What is required: Each line of the material below with the word "Hakamäenkuja" is to be reported.
Source information: Begin
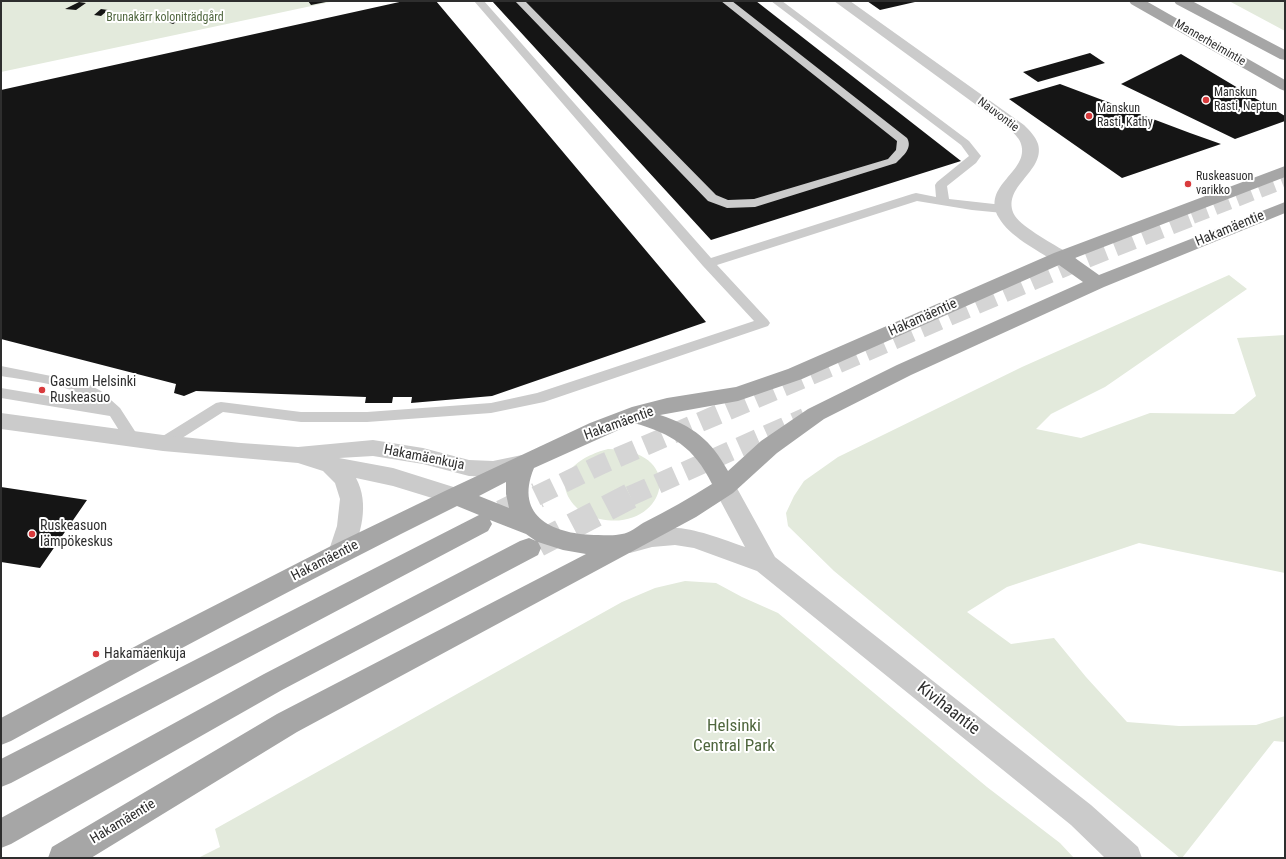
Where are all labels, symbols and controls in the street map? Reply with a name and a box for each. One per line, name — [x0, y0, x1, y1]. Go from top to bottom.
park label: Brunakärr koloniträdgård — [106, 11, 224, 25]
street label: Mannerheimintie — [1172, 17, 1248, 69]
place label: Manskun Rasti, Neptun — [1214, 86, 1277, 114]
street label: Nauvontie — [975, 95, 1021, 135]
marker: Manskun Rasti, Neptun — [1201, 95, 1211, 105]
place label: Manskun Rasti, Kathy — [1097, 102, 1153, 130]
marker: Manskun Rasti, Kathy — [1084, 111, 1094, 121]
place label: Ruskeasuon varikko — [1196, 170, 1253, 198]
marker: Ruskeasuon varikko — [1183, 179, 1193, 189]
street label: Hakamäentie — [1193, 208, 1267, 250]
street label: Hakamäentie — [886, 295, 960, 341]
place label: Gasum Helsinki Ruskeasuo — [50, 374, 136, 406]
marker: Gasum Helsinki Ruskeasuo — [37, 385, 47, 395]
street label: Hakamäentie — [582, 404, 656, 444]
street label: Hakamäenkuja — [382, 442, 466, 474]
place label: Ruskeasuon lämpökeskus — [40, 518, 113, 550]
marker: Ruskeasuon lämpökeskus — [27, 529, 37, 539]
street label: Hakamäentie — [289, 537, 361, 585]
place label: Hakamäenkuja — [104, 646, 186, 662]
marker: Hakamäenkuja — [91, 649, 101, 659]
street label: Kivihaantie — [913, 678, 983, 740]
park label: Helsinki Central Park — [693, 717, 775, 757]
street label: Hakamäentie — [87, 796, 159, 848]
Source information: End
Exercise answer:
street label: Hakamäenkuja — [382, 442, 466, 474]
place label: Hakamäenkuja — [104, 646, 186, 662]
marker: Hakamäenkuja — [91, 649, 101, 659]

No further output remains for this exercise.